Des scientifiques du Wyss Institute for Biologically Inspired Engineering d’Harvard ont créé un outil d’édition génomique, soit une technique de manipulation du génome [ensemble du matériel génétique d’une espèce codé dans son ADN] visant à la modification du matériel génétique. L’avancée baptisée Retron Library Recombineering (RLR) vient répondre à certaines problématiques de CRISPR, la technique d’édition génomique actuellement la plus reconnue et qui a fait plusieurs fois la une, notamment à la suite de son utilisation pour modifier l’ADN d'embryons humains.

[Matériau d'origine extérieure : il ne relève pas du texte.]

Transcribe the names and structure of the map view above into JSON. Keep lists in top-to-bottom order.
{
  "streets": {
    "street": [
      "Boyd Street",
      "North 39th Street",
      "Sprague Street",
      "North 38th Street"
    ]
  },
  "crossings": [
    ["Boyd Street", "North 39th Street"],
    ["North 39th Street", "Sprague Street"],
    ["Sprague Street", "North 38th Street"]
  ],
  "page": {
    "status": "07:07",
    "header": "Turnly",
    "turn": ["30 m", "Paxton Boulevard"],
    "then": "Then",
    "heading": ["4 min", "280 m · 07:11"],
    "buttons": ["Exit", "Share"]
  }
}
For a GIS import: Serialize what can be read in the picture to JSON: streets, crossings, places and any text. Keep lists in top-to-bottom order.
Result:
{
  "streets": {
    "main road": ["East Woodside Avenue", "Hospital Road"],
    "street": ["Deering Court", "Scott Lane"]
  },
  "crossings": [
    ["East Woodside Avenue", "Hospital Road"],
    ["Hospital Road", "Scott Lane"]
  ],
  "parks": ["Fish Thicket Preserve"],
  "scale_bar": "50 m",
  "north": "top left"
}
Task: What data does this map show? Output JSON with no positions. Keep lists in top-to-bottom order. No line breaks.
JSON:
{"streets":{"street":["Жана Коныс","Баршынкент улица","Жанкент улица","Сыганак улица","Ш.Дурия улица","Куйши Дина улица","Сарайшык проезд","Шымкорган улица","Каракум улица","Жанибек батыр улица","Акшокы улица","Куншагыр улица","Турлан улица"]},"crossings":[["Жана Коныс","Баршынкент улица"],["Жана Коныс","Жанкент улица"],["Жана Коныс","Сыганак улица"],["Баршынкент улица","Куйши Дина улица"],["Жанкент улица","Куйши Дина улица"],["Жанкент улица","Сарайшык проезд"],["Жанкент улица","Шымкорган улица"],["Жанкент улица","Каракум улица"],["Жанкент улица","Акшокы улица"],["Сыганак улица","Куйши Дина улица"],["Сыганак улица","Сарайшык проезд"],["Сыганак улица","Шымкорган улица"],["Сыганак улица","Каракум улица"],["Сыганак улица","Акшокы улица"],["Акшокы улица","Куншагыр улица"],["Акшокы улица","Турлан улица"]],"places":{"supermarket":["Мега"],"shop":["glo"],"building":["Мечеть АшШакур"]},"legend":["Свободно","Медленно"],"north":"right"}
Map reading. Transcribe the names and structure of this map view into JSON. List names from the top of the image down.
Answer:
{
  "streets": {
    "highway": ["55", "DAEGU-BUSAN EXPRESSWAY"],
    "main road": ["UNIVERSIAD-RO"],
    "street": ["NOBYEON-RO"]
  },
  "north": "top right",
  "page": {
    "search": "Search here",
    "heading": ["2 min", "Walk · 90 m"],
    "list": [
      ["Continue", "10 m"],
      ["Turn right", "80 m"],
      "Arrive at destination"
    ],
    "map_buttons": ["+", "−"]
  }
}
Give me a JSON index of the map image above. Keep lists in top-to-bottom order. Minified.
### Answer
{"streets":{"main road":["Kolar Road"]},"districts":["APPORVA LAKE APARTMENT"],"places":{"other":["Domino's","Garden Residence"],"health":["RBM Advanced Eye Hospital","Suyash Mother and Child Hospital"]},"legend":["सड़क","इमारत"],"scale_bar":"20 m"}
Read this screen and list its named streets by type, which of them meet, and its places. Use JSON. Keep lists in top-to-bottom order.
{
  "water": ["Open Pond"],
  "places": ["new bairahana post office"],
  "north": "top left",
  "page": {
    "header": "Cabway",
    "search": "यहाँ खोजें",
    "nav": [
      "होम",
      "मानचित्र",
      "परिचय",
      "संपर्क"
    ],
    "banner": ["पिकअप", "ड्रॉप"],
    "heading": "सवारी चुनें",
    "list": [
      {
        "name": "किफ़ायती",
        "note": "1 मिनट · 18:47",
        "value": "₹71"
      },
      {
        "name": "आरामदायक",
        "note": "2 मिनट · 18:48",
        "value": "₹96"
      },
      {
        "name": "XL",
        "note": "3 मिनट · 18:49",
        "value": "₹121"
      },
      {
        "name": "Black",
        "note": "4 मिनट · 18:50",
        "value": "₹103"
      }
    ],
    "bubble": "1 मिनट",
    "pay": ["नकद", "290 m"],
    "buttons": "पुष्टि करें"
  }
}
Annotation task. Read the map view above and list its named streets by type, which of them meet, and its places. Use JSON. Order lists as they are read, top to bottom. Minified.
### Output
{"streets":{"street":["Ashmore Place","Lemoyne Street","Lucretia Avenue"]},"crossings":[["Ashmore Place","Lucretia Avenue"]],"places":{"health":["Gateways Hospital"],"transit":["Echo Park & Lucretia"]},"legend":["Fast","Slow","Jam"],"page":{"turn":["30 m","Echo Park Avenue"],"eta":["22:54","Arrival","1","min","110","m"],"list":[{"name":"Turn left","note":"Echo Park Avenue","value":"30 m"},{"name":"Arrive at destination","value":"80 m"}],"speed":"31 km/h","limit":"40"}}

La RLR s’appuie sur les retrons, soit des séquences génétiques présentes dans certaines bactéries qui produisent un brin d’ADN unique. Vulgairement, la RLR consiste à introduire dans une cellule une mutation sous la forme de brin d’ADN pendant qu’elle est dans la phase de réplique de son génome. Par la suite, les cellules sœurs créées répliquent naturellement la mutation. « La RLR est un outil d'édition génétique plus simple et plus flexible qui peut être utilisé pour des expériences hautement multiplexées », soutient Max Schubert, l’un des coauteurs de l'étude.

Les retrons permettent la production et la sélection rapides de millions de variations d'ADN traçables et de leurs conséquences sur les bactéries en simultané. Crédit : Max Schubert / Institut Wyss de l'université de Harvard

La technique actuelle, CRISPR, permet de modifier les séquences d’ADN grâce à des « ciseaux génétiques » : l'enzyme Cas9. Simplement, CRISPR permet d’ajouter, supprimer ou modifier le patrimoine génétique de n’importe quelle cellule. La technique s’est montrée prometteuse, notamment pour la recherche contre le cancer. Néanmoins, le matériel requis pour CRISPR est difficile à installer en grande quantité, ce qui complexifie la recherche. Par ailleurs, l'enzyme Cas9 sur lequel CRISPR s’appuie pour couper les brins d’ADN n’est pas toujours précis et peut couper des éléments non-ciblés.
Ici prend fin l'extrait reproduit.